Research:Wikipedia Edit Types/Python package
This sub-project focuses on the technical implementation of the initial edit-types Python package for identifying what information is changed by a revision on Wikipedia. While the Python package will continue to evolve as needs evolve, the implementation as of February 2026 covers generating diffs from wikitext and HTML for edits to main namespace (0) articles on Wikipedia and identifying the specific nodes -- e.g., Templates, References, Words, etc. There has been exploratory code for further semantic groupings of nodes such as Content Generation vs. Content Maintenance but these are not officially part of the package.
Edit Types
[edit]There are two main approaches to building a taxonomy of edit types:
- Edit actions -- i.e. the "what" or all of the types of changes you might make to an article. These are easier to define / detect, more "basic" / "atomic", and can be thought of as a straightforward manner for turning an edit diff into a set of structured features. They are very useful for making edit recommendations / building ML models but can be hard to interpret the "why" behind edit actions for analysis purposes. This is typified by the Structured Tasks.
- Edit intentions / semantics -- i.e. the "why" or all the goals you might have in making an edit. These are more amorphous, often composed of different edit actions, and tell the story of what a given editor is seeking to do with an edit.

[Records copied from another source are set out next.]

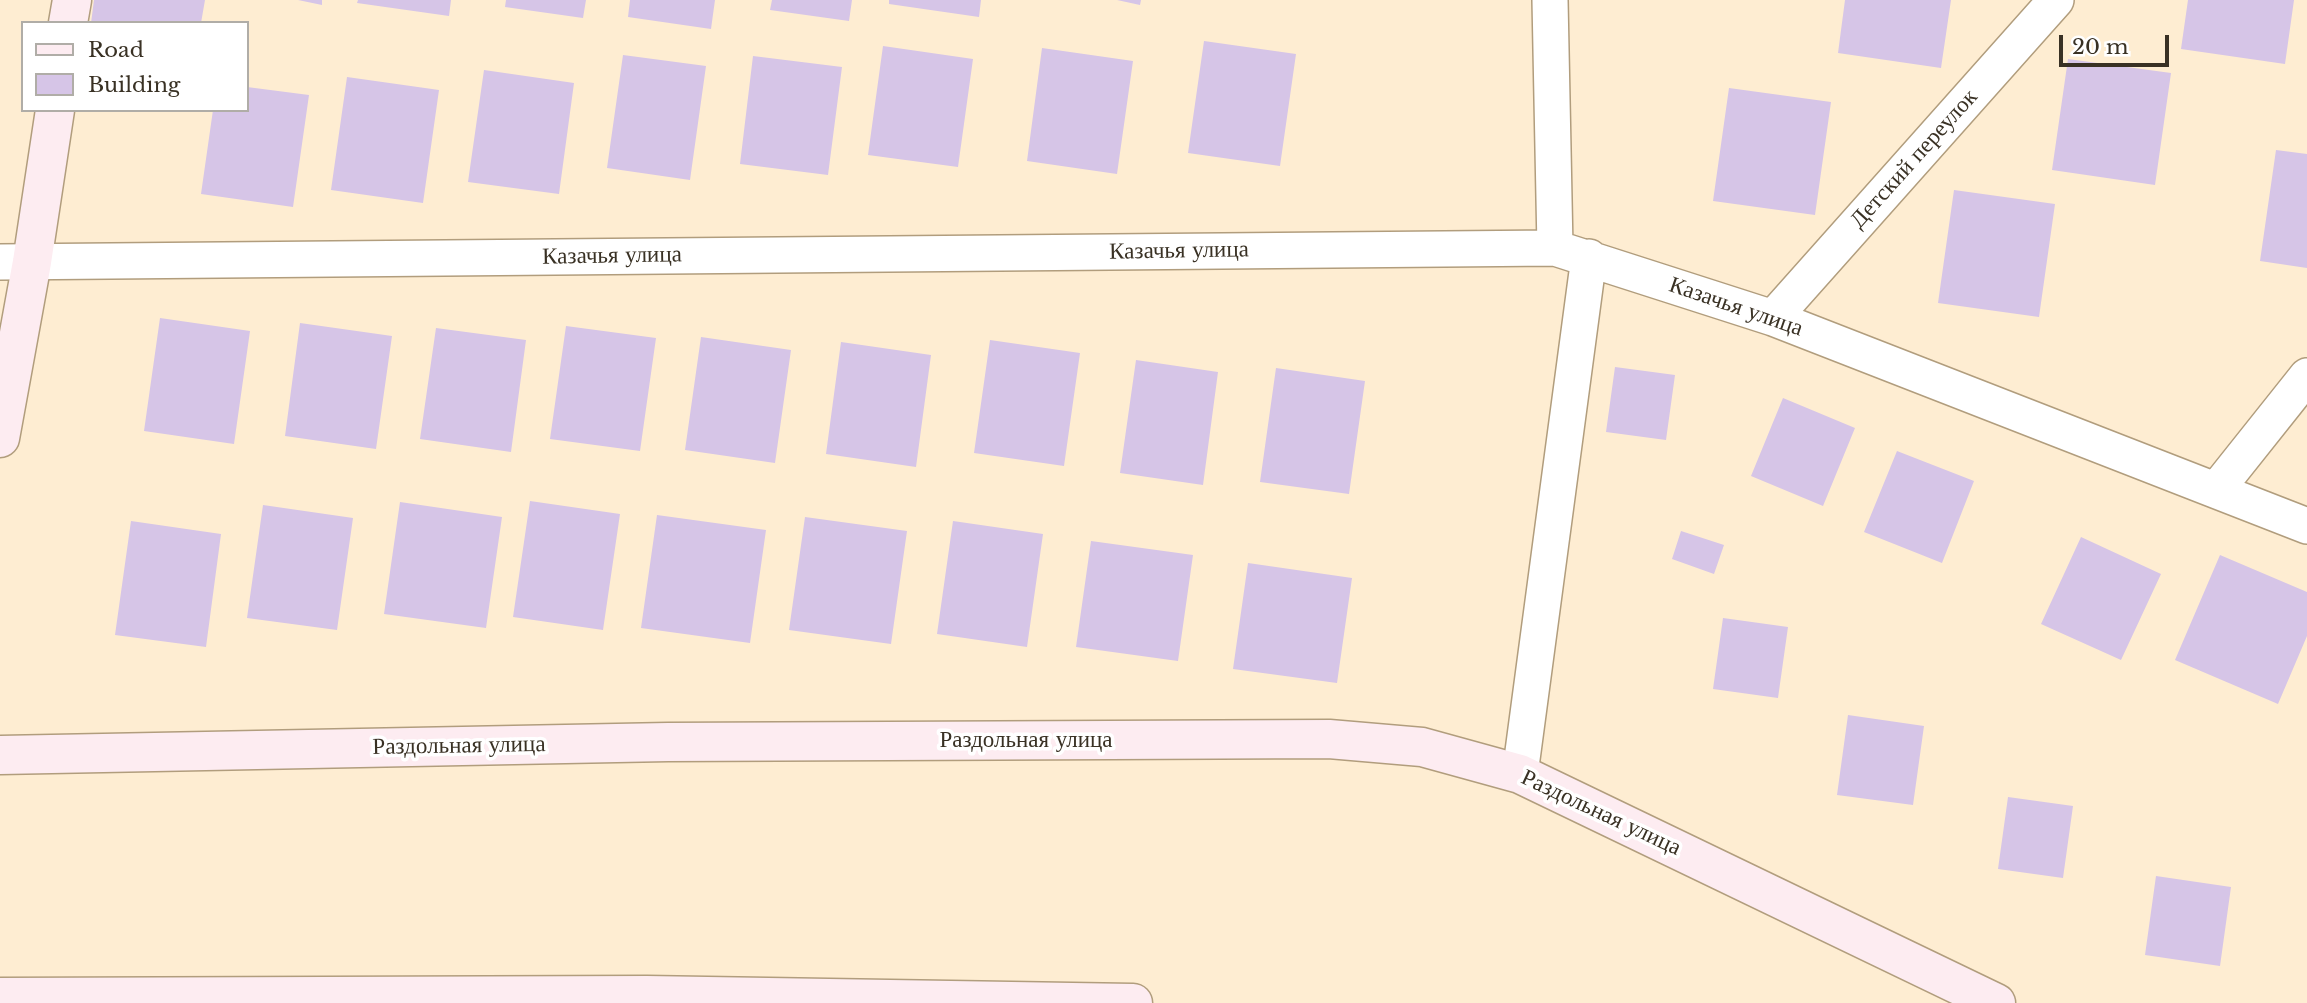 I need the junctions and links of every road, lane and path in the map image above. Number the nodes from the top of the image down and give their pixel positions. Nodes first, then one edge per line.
1 (72, 0) edge
2 (1549, 0) edge
3 (2056, 0) edge
4 (68, 21) edge
5 (54, 112) edge
6 (1555, 248) junction
7 (1589, 257) junction
8 (16, 262) edge
9 (1773, 318) junction
10 (2307, 376) edge
11 (0, 438) edge
12 (2217, 489) junction
13 (2307, 526) edge
14 (0, 755) edge
15 (1520, 774) junction
16 (0, 997) edge
17 (1133, 1003) edge
18 (1996, 1003) edge

1 - 4 street
2 - 6 street
3 - 9 street, Детский переулок
5 - 8 street
6 - 7 street, Казачья улица
6 - 8 street, Казачья улица
7 - 9 street, Казачья улица
7 - 15 street
8 - 11 street
9 - 12 street, Казачья улица
10 - 12 street
12 - 13 street, Казачья улица
14 - 15 street, Раздольная улица
15 - 18 street, Раздольная улица
16 - 17 street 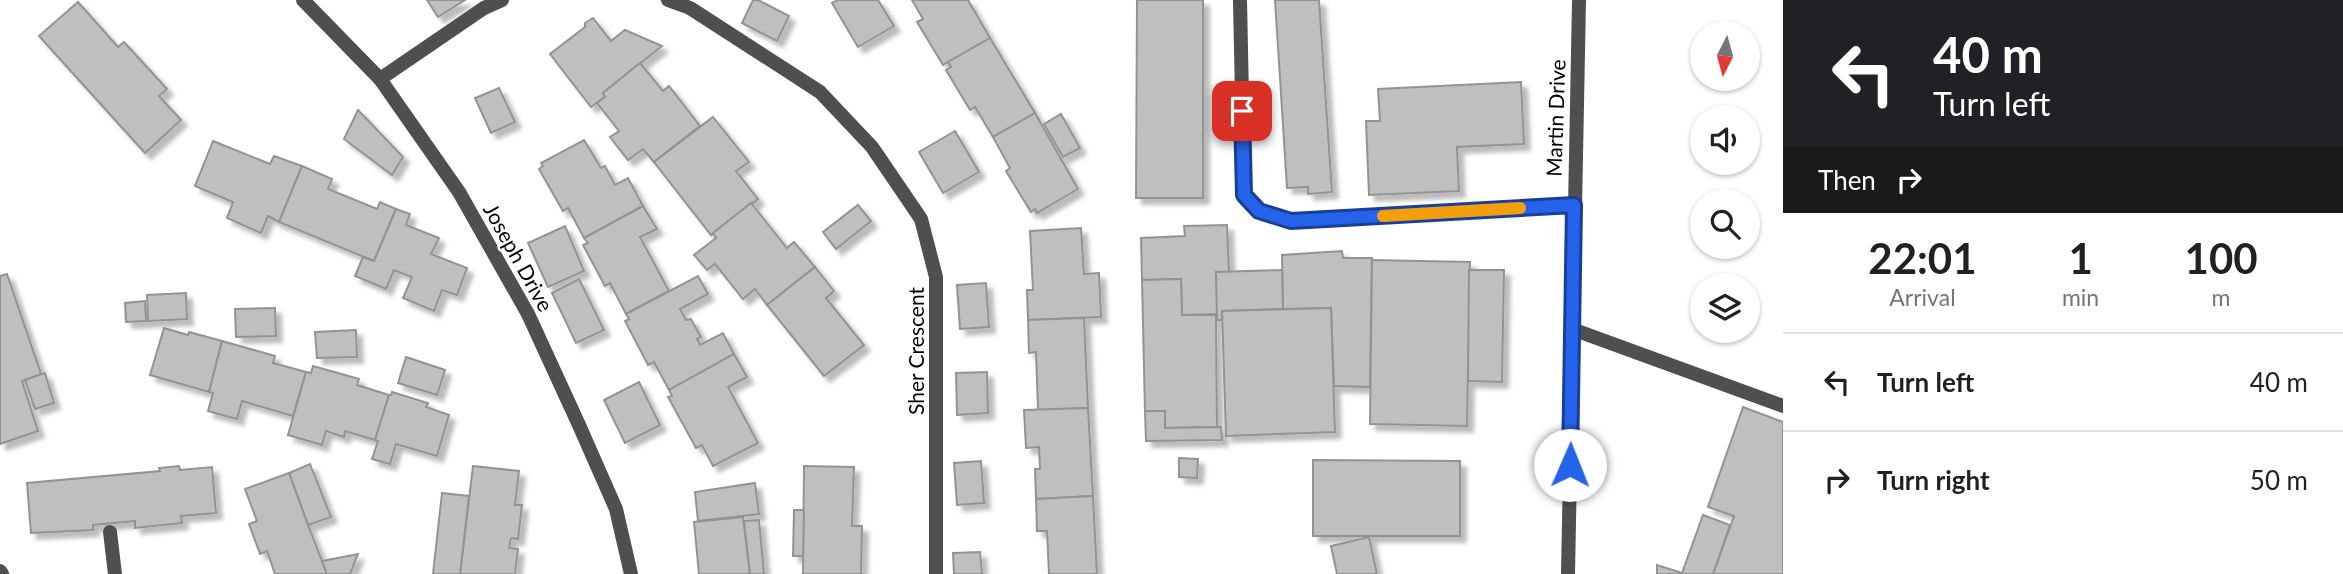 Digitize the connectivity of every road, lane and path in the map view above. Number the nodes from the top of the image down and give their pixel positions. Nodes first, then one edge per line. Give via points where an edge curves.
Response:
1 (303, 0) edge
2 (502, 0) edge
3 (668, 0) edge
4 (1240, 0) edge
5 (1579, 0) edge
6 (380, 79) junction
7 (1574, 205) junction
8 (1572, 329) junction
9 (1783, 406) edge
10 (110, 532) dead end
11 (115, 574) edge
12 (631, 574) edge
13 (936, 574) edge
14 (1568, 574) edge

1 - 6 street, Joseph Drive
2 - 6 street
3 - 13 street, Sher Crescent via 690,8 820,92 872,146 921,219 936,277
4 - 7 street via 1244,195 1259,211 1291,221
5 - 7 street, Martin Drive
6 - 12 street, Joseph Drive via 460,192 528,314 616,509
7 - 8 street, Martin Drive
8 - 9 street
8 - 14 street, Martin Drive
10 - 11 street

They are less useful for recommenders / modeling but more useful for summary analysis / computational social science. This is typified by Yang et al.[1]
This work will begin with the edit actions component. We have mainly defined edit actions based on the various wikitext syntax available and HTML specs though have extended these where feasible to cover other common and largely-standardized cases -- e.g., references in wikitext via <ref> tags; infoboxes in HTML via infobox CSS class. Depending on which input content format is used, the diffing depends on the capabilities in mwparserfromhell (an existing, well-maintained Python-based parser for wikitext) or mwparserfromhtml (a new Python-based parser for HTML developed to largely mirror mwparserfromhell and support workflows like generating diffs). While the edit actions do not tell the story, for many "intentions", it's reasonable to define simple rules about what collection of actions define an "intention" -- e.g., adding a new sentence + citation -> content generation.
Edit Types Taxonomy
[edit]While effort is made to maintain parity between wikitext- and HTML-based diffing, not all elements within the HTML can be easily defined by just looking at an article's wikitext. Below are current edit types (presented in a hierarchy that provides some insight into how they are detected):
- Elements/Nodes:
- Links
- Categories (documentation)
- External links (documentation)
- Wikilinks (documentation)
- Sources
- Citations (documentation)
- References (documentation)
- Media
- Images (documentation)
- Audio (documentation)
- Video (documentation)
- Miscellaneous
- Comments (documentation)
- Math elements (documentation)
- Text Formatting (documentation)
- Templates: (documentation) this is a special case -- within wikitext, they are a first-order element; within HTML, they are not but any element can be labeled as transcluded or not.
- Structure
- Sections (documentation)
- Headings (documentation)
- Content containers
- Infoboxes (documentation)
- Lists (documentation)
- Tables (documentation)
- Annotations
- Message boxes (documentation)
- Inline clean-up tags (documentation)
- Navigation boxes (documentation)
- Notes (documentation)
- Links
- Text (support for the below comes largely via the mwtokenizer library but both wikitext and HTML have logic for extracting plaintext):
- Paragraphs
- Sentences
- Words
- Punctuation
- Whitespace
Each edit type then has four associated potential actions: insert, remove, change, move. So a given edit can be broken down into pieces that will include an element-type (e.g., image), an action (e.g., change), and possibly further details about what actually happened (e.g., caption was changed from X -> Y).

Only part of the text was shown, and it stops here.